In response to the ICO’s report, Conservative MP, Damian Collins, chair of a parliamentary committee, who are investigating online disinformation, said it was “essential that the public know whether other organisations harvested data from Facebook.” He said: “This cannot by left to a secret internal investigation at Facebook.

“If other developers broke the law we have a right to know, and the users whose data may have been compromised in this way should be informed.”

We also have a right to know about his own government’s involvement in using data without the public’s consent, but he is curiously quiet on this score.

“We were significantly concerned around the nature of the data that the political parties had access to,” said Steve Wood, the deputy information commissioner, “and we followed the trail to look at the different data brokers who were supplying the political parties.

The important question to ask is what are we being diverted from?

Earlier this year, I followed the trial of the Conservative’s spending on data analytic companies during the run up to the snap general election last year.  This is because the Conservatives were, by and large, the biggest client of many private firms that peddle “psychographic targeting”, “strategic communications” and “behavioural change” methods.

Curiously, despite the fact that this information is very accessible on the Electoral Commission’s website, I haven’t seen it reported anywhere. Anyone would think the information was being suppressed.

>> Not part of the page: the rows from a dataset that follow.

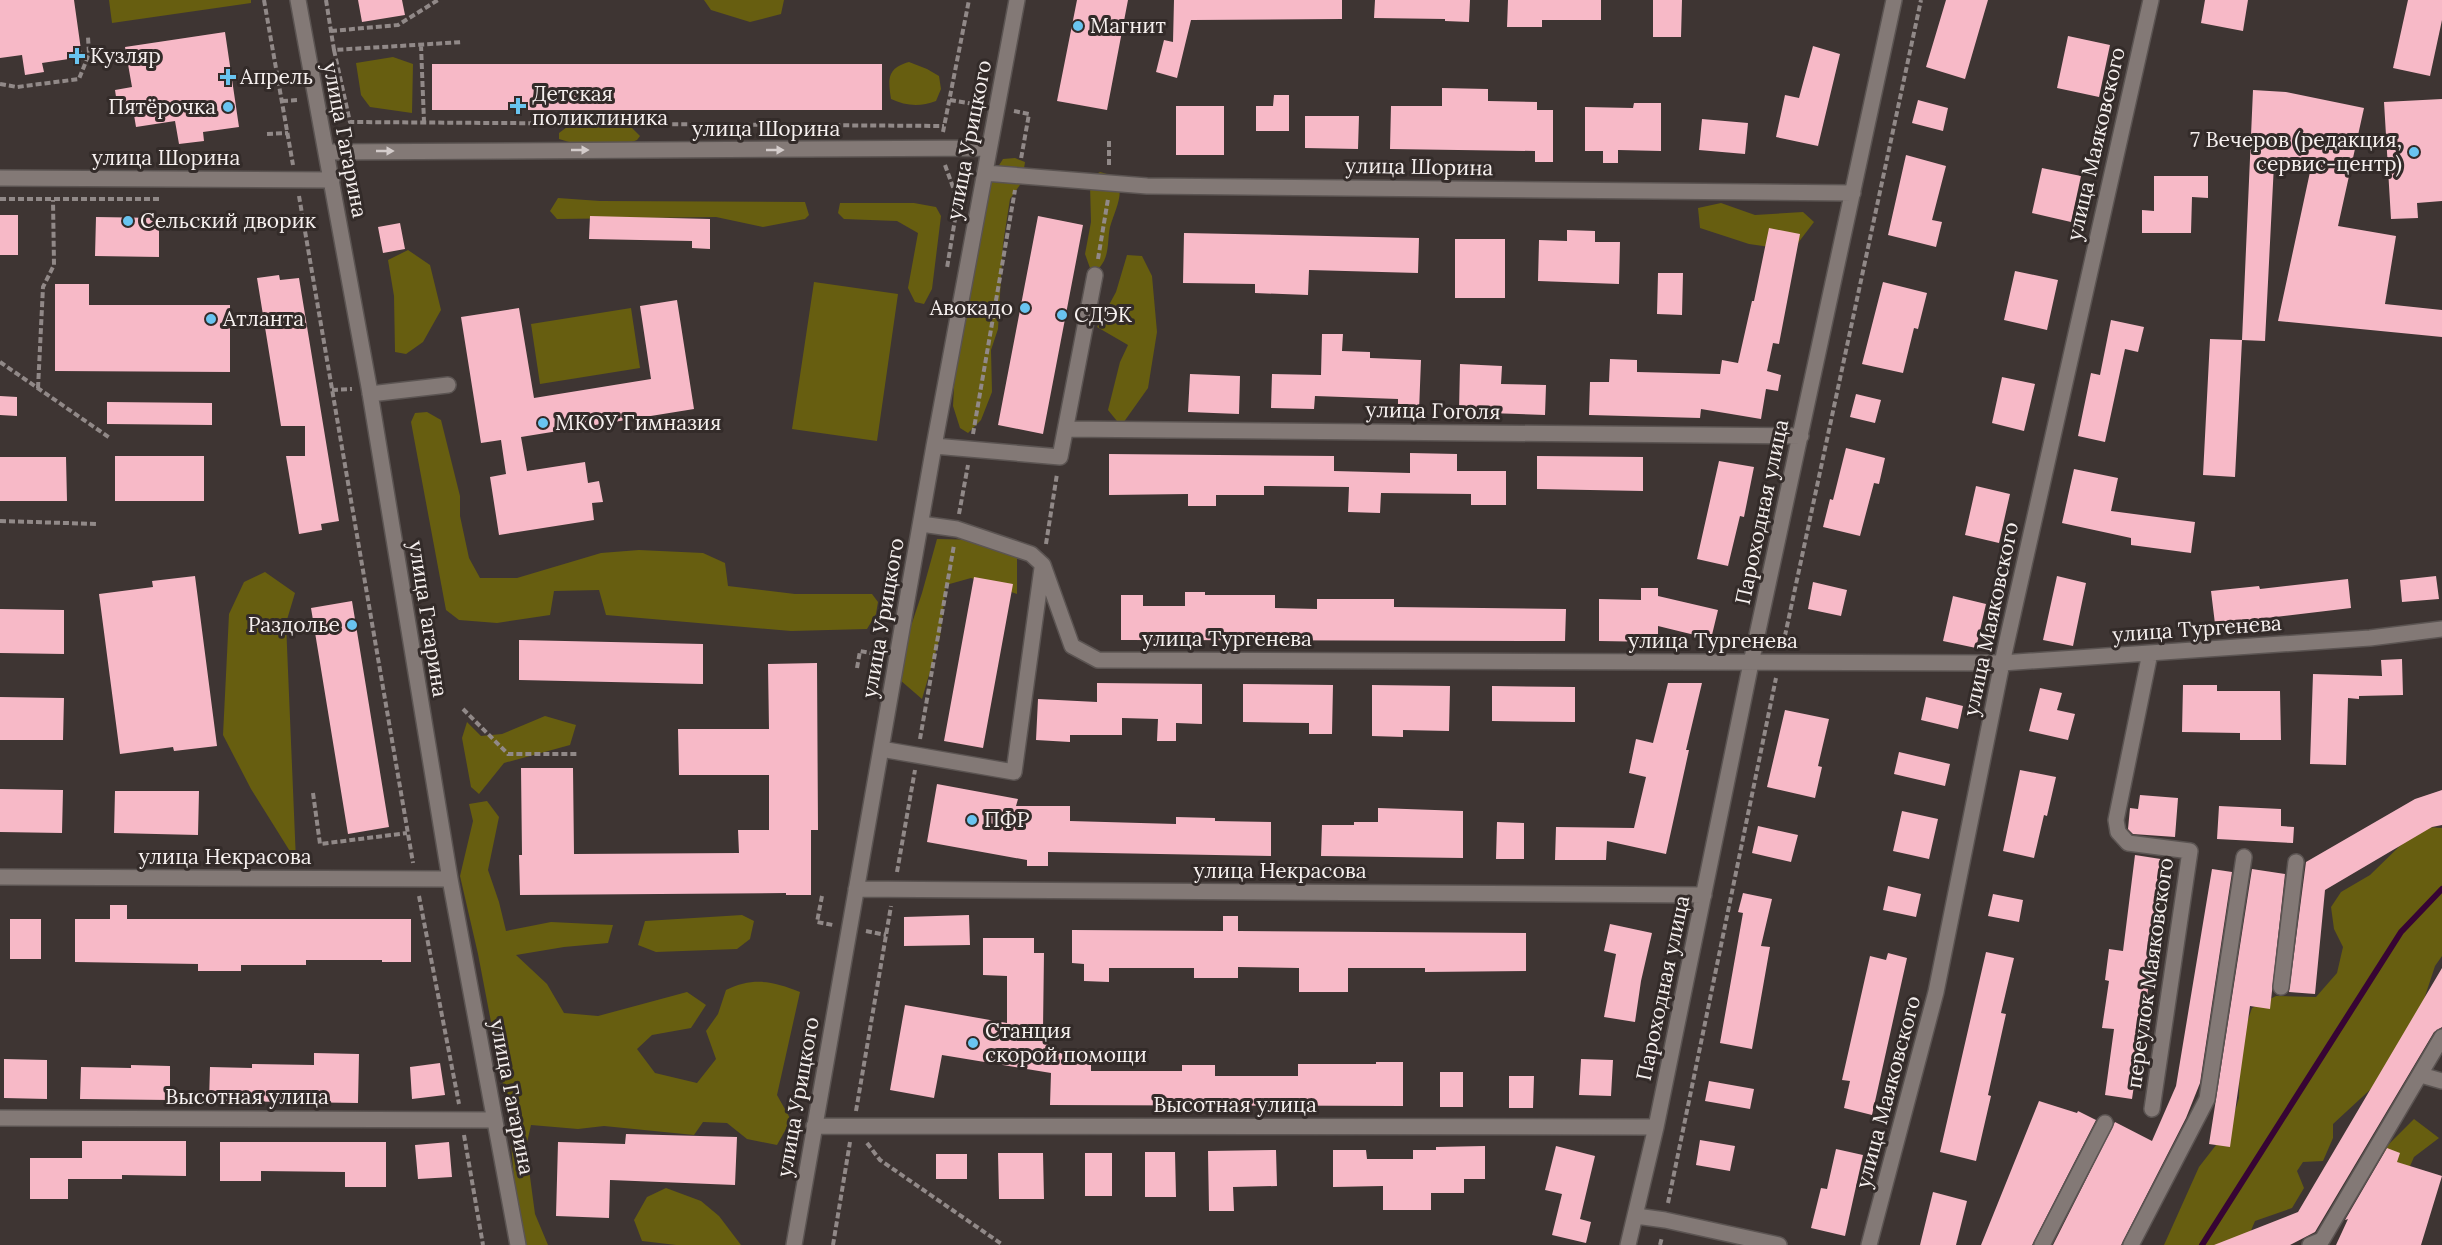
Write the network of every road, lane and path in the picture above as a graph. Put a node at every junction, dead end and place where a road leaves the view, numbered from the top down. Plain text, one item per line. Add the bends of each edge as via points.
1 (264, 0) edge
2 (298, 0) edge
3 (326, 0) edge
4 (438, 0) edge
5 (969, 0) edge
6 (1017, 0) edge
7 (1894, 0) edge
8 (1921, 0) edge
9 (2151, 0) edge
10 (331, 31) junction
11 (88, 37) dead end
12 (463, 42) dead end
13 (421, 45) junction
14 (334, 50) junction
15 (277, 73) junction
16 (244, 77) dead end
17 (0, 84) edge
18 (950, 100) junction
19 (997, 108) junction
20 (424, 122) junction
21 (944, 126) junction
22 (288, 133) junction
23 (267, 134) dead end
24 (1109, 141) dead end
25 (989, 148) junction
26 (939, 149) junction
27 (327, 152) junction
28 (985, 173) junction
29 (1018, 176) junction
30 (0, 178) edge
31 (296, 179) junction
32 (332, 180) junction
33 (1110, 183) junction
34 (1853, 193) junction
35 (53, 200) dead end
36 (1101, 245) dead end
37 (946, 271) dead end
38 (1095, 275) dead end
39 (0, 362) edge
40 (448, 385) dead end
41 (38, 388) junction
42 (370, 394) junction
43 (1066, 429) junction
44 (1801, 436) junction
45 (110, 438) dead end
46 (934, 446) junction
47 (970, 449) junction
48 (1060, 457) junction
49 (0, 521) edge
50 (98, 524) dead end
51 (921, 524) junction
52 (957, 529) junction
53 (1043, 565) junction
54 (378, 621) dead end
55 (371, 622) junction
56 (2442, 629) edge
57 (882, 644) dead end
58 (2150, 653) junction
59 (880, 655) junction
60 (897, 658) junction
61 (1751, 663) junction
62 (1779, 663) junction
63 (2002, 663) junction
64 (857, 668) dead end
65 (463, 709) dead end
66 (880, 749) junction
67 (578, 754) dead end
68 (313, 794) dead end
69 (407, 832) junction
70 (2244, 857) dead end
71 (2296, 862) dead end
72 (0, 877) edge
73 (450, 879) junction
74 (416, 880) junction
75 (856, 889) junction
76 (1704, 895) junction
77 (822, 896) dead end
78 (817, 922) dead end
79 (2281, 987) dead end
80 (2442, 1037) edge
81 (2421, 1076) junction
82 (2442, 1081) edge
83 (2152, 1109) dead end
84 (0, 1118) edge
85 (462, 1119) junction
86 (495, 1120) junction
87 (2105, 1123) dead end
88 (814, 1126) junction
89 (853, 1126) junction
90 (1656, 1127) junction
91 (1636, 1216) junction
92 (1665, 1220) junction
93 (2317, 1243) edge
94 (483, 1245) edge
95 (518, 1245) edge
96 (794, 1245) edge
97 (1003, 1245) edge
98 (1628, 1245) edge
99 (1660, 1245) edge
100 (1779, 1245) edge
101 (1869, 1245) edge
102 (2042, 1245) edge
103 (2132, 1245) edge

1 - 15 path
2 - 27 street, улица Гагарина
3 - 10 path
4 - 10 path via 398,25
5 - 18 path
6 - 19 street, улица Урицкого
7 - 34 street, Пароходная улица
8 - 62 path
9 - 63 street, улица Маяковского
10 - 14 path
11 - 17 path via 89,54 79,79 17,87
12 - 13 path
13 - 14 path
13 - 20 path
14 - 20 path via 350,122
15 - 16 path
15 - 22 path
18 - 19 path
18 - 21 path
19 - 25 street, улица Урицкого
19 - 29 path via 1029,114
20 - 21 path
21 - 26 path
22 - 23 path
22 - 31 path
24 - 33 path
25 - 26 street, улица Шорина
25 - 28 street, улица Урицкого
27 -> 26 street, улица Шорина
26 - 37 path via 958,201
27 - 32 street, улица Гагарина
28 - 29 street, улица Шорина
28 - 46 street, улица Урицкого
29 - 33 street, улица Шорина
29 - 47 path
30 - 31 street, улица Шорина
31 - 32 street, улица Шорина
31 - 55 path
32 - 42 street, улица Гагарина
33 - 34 street, улица Шорина
33 - 36 path
34 - 44 street, Пароходная улица
35 - 41 path via 54,265 44,287
38 - 43 street
39 - 41 path
40 - 42 street
41 - 45 path
42 - 73 street, улица Гагарина
43 - 44 street, улица Гоголя
43 - 48 street
44 - 61 street, Пароходная улица
46 - 47 street
46 - 51 street, улица Урицкого
47 - 48 street
47 - 52 path
48 - 53 path
49 - 50 path
51 - 52 street
51 - 60 street, улица Урицкого
52 - 53 street via 1031,554
53 - 61 street, улица Тургенева via 1072,646 1098,660
53 - 66 street via 1014,772
54 - 55 path
55 - 69 path
56 - 58 street, улица Тургенева via 2370,638
57 - 59 path
58 - 63 street, улица Тургенева
58 - 83 street, переулок Маяковского via 2116,820 2118,832 2127,843 2190,851
59 - 60 path
59 - 64 path via 860,651
60 - 66 street, улица Урицкого
61 - 62 street, улица Тургенева
61 - 76 street, Пароходная улица
62 - 63 street, улица Тургенева
62 - 92 path
63 - 101 street, улица Маяковского via 1936,992
65 - 67 path via 508,754
66 - 75 street, улица Урицкого
68 - 69 path via 320,844
69 - 74 path
70 - 103 street via 2207,1099
71 - 79 street
72 - 74 street, улица Некрасова
73 - 74 street, улица Некрасова
73 - 86 street, улица Гагарина
74 - 85 path
75 - 76 street, улица Некрасова
75 - 88 street, улица Урицкого
76 - 90 street, Пароходная улица
77 - 78 path
80 - 81 street
81 - 82 street
81 - 93 street
84 - 85 street, Высотная улица
85 - 86 street, Высотная улица
85 - 94 path
86 - 95 street, улица Гагарина
87 - 102 street
88 - 89 street, Высотная улица
88 - 96 street, улица Урицкого
89 - 90 street, Высотная улица
89 - 97 path via 880,1160
90 - 91 street, Пароходная улица
91 - 92 street
91 - 98 street, Пароходная улица
92 - 99 path
92 - 100 street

It was only a matter of time before the powerful tools of digital tracking and corporate surveillance, including techniques designed for manipulating opinions and behaviours, shifted from the realm of PR, product and service marketing to politics and voter targeting.

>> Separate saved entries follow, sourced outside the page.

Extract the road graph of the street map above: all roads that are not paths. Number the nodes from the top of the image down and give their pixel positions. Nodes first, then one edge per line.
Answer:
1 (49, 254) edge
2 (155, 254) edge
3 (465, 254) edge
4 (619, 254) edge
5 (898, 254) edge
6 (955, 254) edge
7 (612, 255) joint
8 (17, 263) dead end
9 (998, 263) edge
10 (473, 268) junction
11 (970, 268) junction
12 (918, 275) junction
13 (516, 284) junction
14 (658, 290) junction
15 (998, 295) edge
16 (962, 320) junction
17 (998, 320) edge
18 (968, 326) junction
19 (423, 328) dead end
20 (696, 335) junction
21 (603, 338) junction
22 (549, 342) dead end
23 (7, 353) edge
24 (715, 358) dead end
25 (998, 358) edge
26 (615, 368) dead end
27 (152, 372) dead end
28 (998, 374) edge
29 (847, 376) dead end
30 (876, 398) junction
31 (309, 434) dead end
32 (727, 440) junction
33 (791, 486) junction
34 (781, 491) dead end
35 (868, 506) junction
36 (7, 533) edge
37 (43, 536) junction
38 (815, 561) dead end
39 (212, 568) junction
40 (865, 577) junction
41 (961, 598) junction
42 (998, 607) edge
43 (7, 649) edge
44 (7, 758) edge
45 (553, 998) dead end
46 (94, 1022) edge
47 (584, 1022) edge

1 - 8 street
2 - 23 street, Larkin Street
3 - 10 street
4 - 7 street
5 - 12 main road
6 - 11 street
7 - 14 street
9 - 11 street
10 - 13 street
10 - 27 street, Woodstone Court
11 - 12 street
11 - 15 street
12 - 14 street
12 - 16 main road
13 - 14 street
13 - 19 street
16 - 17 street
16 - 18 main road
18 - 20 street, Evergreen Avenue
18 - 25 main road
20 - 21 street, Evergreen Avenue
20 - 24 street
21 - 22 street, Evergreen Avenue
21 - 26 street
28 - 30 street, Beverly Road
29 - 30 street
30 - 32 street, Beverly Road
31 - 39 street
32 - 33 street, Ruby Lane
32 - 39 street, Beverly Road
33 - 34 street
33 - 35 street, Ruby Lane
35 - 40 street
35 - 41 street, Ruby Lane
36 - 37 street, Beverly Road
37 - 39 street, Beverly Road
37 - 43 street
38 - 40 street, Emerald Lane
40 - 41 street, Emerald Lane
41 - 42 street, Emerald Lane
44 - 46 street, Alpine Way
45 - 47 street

The markets for personal data have always been markets for behavioural control also. And markets of behavioural control are composed of those who sell opportunities to influence behaviour for power and profit, and those who purchase such opportunities.  

Screengrab taken at 2pm on Tuesday from AIQ’s homepage

While the government’s controversial ‘dark ads’ campaign attracted some concerned commentary last year, in part because it used data and psychographic profiling to manipulate individual traits and characteristics, it seems like no-one is joining the dots, still. 

The government paid out vast amounts of money to the following companies for ‘research’ and data collection, ‘unsolicited material to electors’, psychographic profiling, ‘strategic communcations’, and ‘targeted’ advertising services: 

Experian, (paid £683,636.34) Reed Consultancy, (paid £178,558.03), Google Analytics (paid £1,020,232.17), Facebook (paid £3,177,416.68), Twitter (paid £56,504.32), among others, to research, canvass and advertise their party ‘brand’.

And £76,800 was spent advertising through Express Newspapers.

Blue Telecoms were paid £375,882.56 for ‘unsolicited material to electors’ and ‘advertising’. It says on their site that Blue Telecoms is a trading name for Direct Market Solutions Ltd. The company director is Sascha Lopez , a businessman who stood as a local council candidate for the Tories in the 2017 local elections. He is also an active director of the Lopez Group, although that company’s accounts are very overdue, there is an active proposal to strike off on the government’s Companies House page. If directors are late in filing their company accounts, and don’t reply to warnings from Companies House, their company can be struck-off the Companies House register and therefore cease to exist. Other companies he was active in have been liquidated (3) and dissolved (2).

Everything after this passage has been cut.